Brooks, 56, says he's trying to keep an open mind on a number of issues that come before the subcommittee, including federal funding of academic research, support for training future scientists and engineers, and an immigration policy that welcomes foreign-born scientists "who are highly skilled and who will generate more tax dollars than they will consume" while excluding all other immigrants. He relishes the opportunity to explore technological issues for which he once showed an aptitude, he adds, noting that he turned to politics because of his disappointment with the outcome of the Vietnam War after the U.S. government chose not to "get into it to win."
Here is an edited transcript of his conversation yesterday with ScienceInsider.
Q: Is human activity causing global warming?
M.B.: That's a difficult question to answer because I've talked to scientists on both sides of the fence, especially at the University of Alabama at Huntsville. Some say yes, and some say no. I'm also old enough to remember when the same left-wing part of our society was creating a global cooling scare in order to generate funds for their pet projects. So 30-some years ago, the big scare was global cooling, and once they drained the government, they shifted to global warming. So I'm approaching the issue with a healthy degree of skepticism. If the evidence is there to prove it, then so be it.
Q: What evidence would be convincing, in your mind?
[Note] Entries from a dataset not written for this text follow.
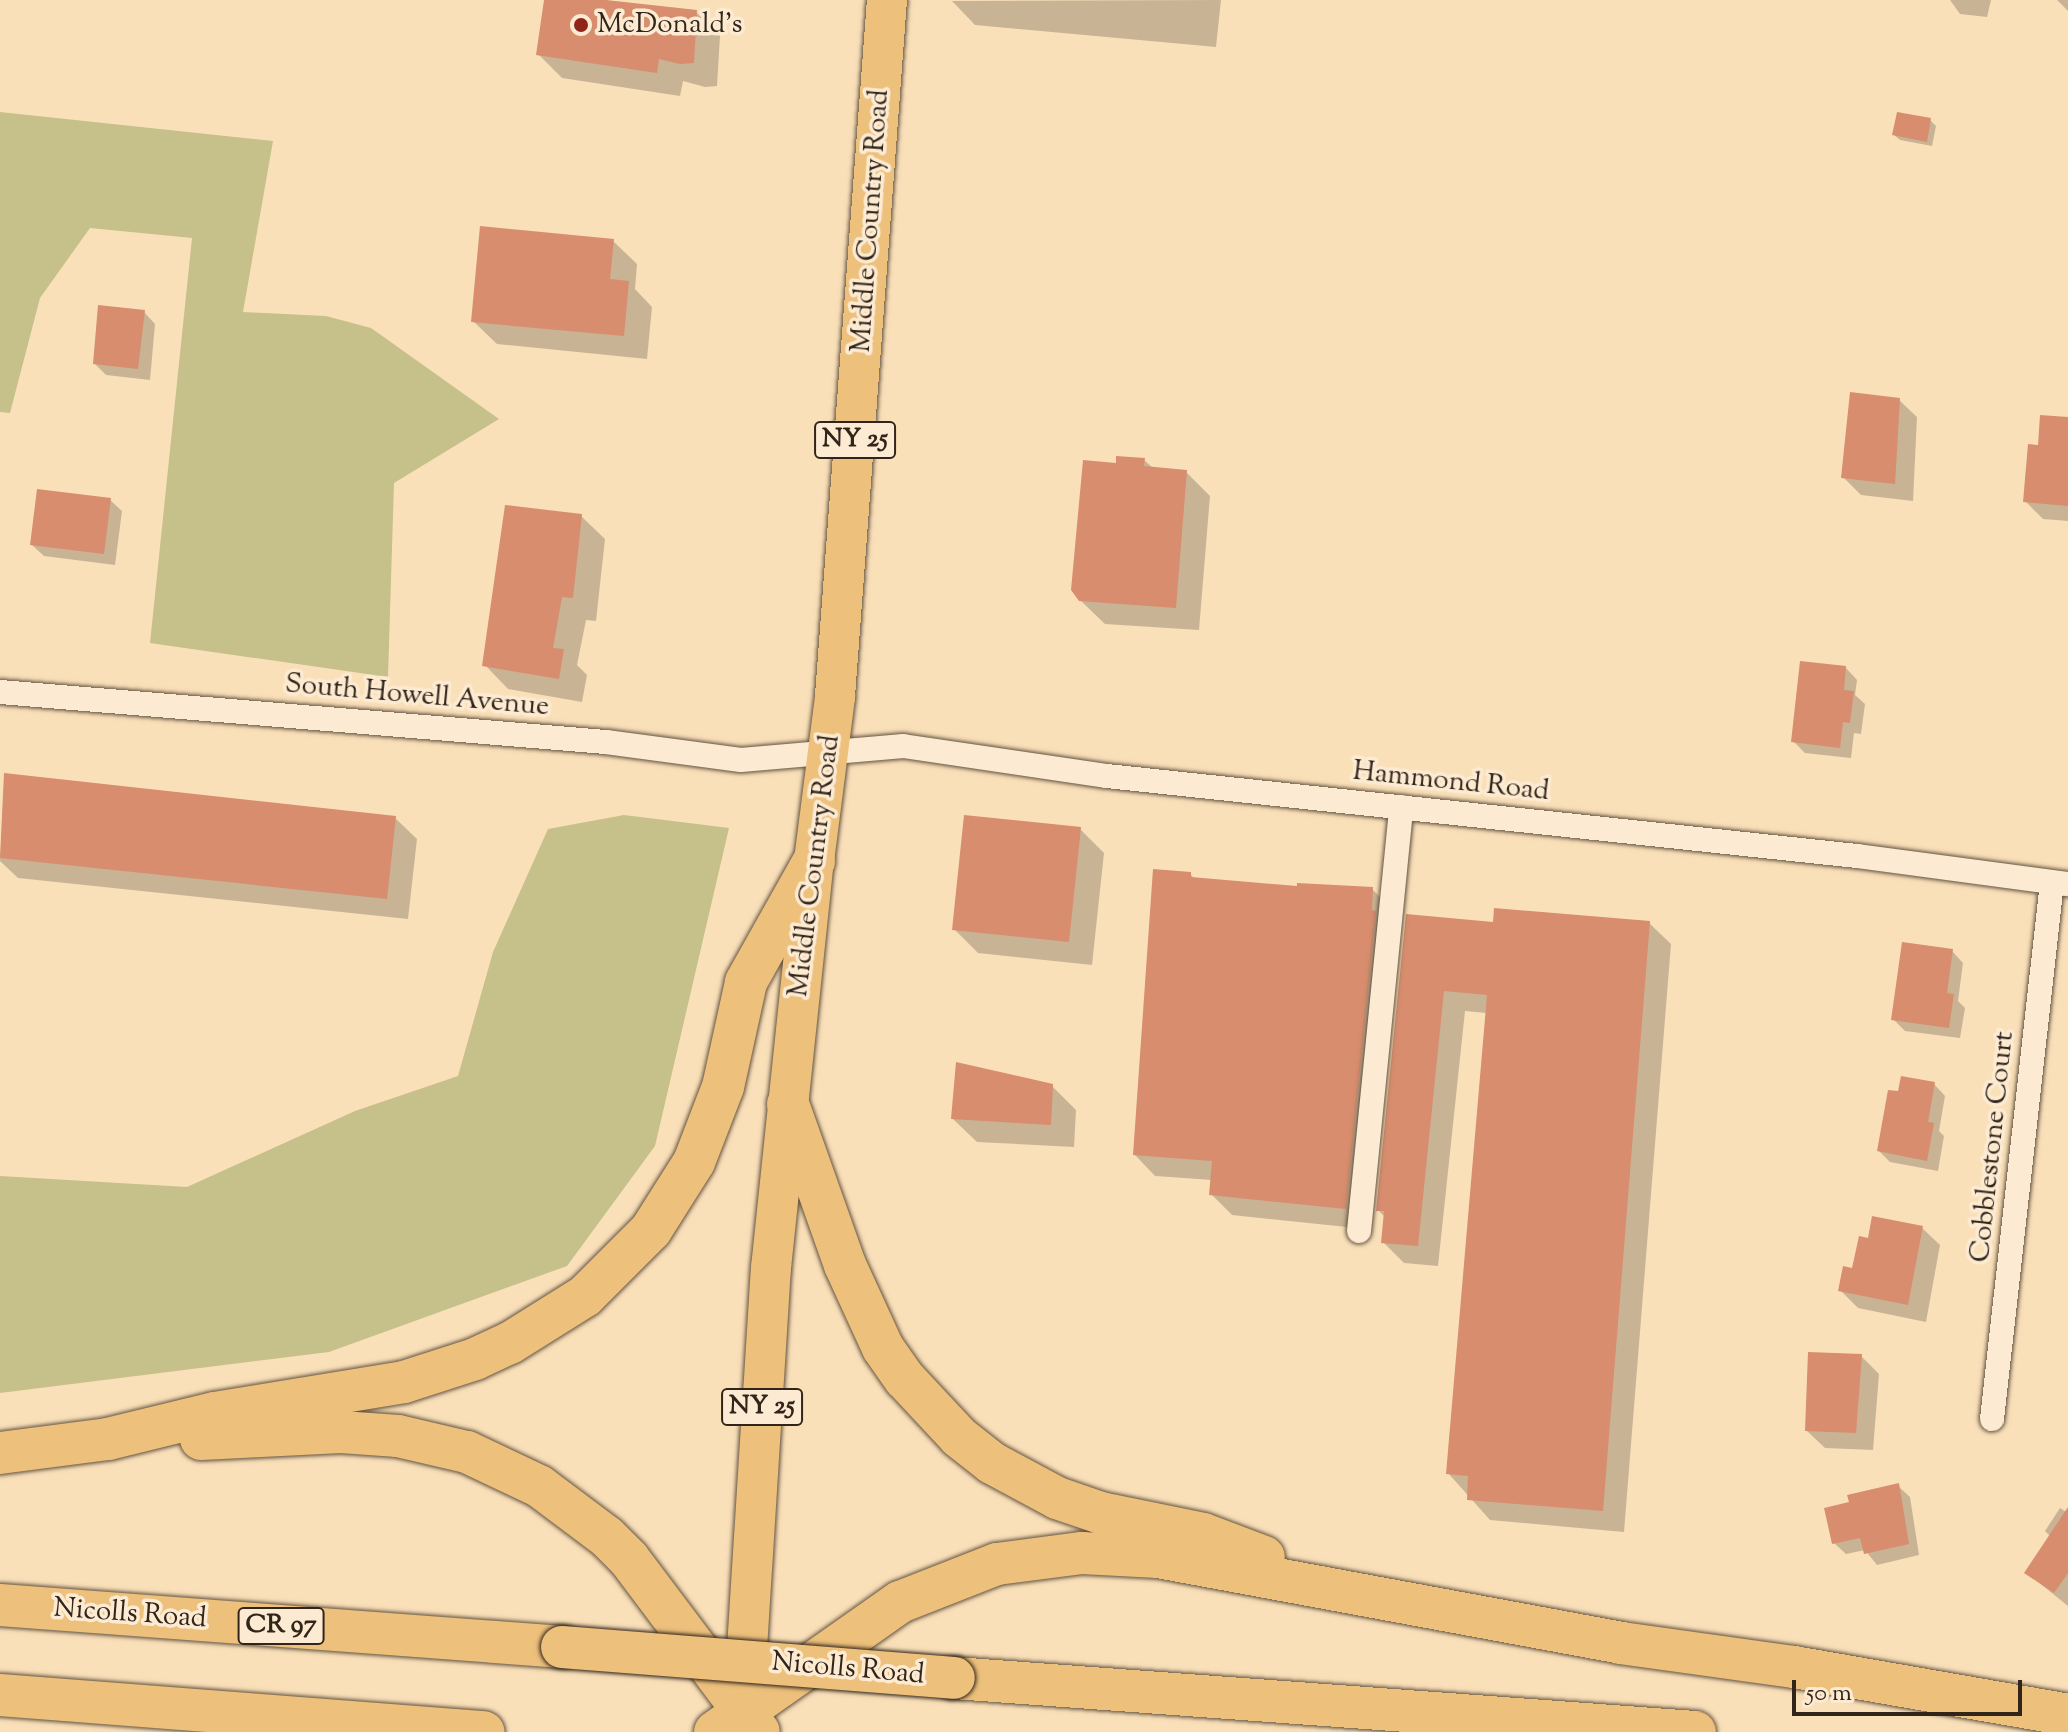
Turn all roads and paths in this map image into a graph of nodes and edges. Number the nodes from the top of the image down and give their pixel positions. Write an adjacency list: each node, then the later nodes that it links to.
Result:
1 (887, 0): 3 (main road, Middle Country Road / NY 25)
2 (0, 692): 3 (street, South Howell Avenue)
3 (828, 755): 4 (street, Hammond Road); 5 (main road, Middle Country Road / NY 25)
4 (1401, 807): 6 (street, Hammond Road); 8 (street)
5 (814, 861): 7 (main road, Middle Country Road / NY 25); 10 (highway)
6 (2060, 883): 9 (street, Cobblestone Court)
7 (788, 1104): 12 (highway); 16 (main road, Middle Country Road / NY 25)
8 (1359, 1231)
9 (1992, 1419)
10 (108, 1439): 11 (highway); 16 (highway)
11 (0, 1453)
12 (1370, 1596): 15 (highway); 16 (highway)
13 (0, 1605): 18 (highway, Nicolls Road / CR 97, bridge)
14 (0, 1695): 17 (highway)
15 (2068, 1715)
16 (740, 1727)
17 (484, 1732)
18 (1695, 1732)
M.B.: I'm going to leave that up to the proponents. For right now, the fact that there may be some global warming doesn't necessarily establish that it's caused by humans. If you look at climatological data going back centuries or millennia, we have periods of cooling, like the Ice Age, and warming. So it's cyclical. So how are the proponents going to convince us that it's not just part of a cyclical pattern? After we hold hearings on this subject, I'll know more. And we're going to have public hearings on the topic.
Q: Leaving that aside, should the government take action to reduce greenhouse gas emissions?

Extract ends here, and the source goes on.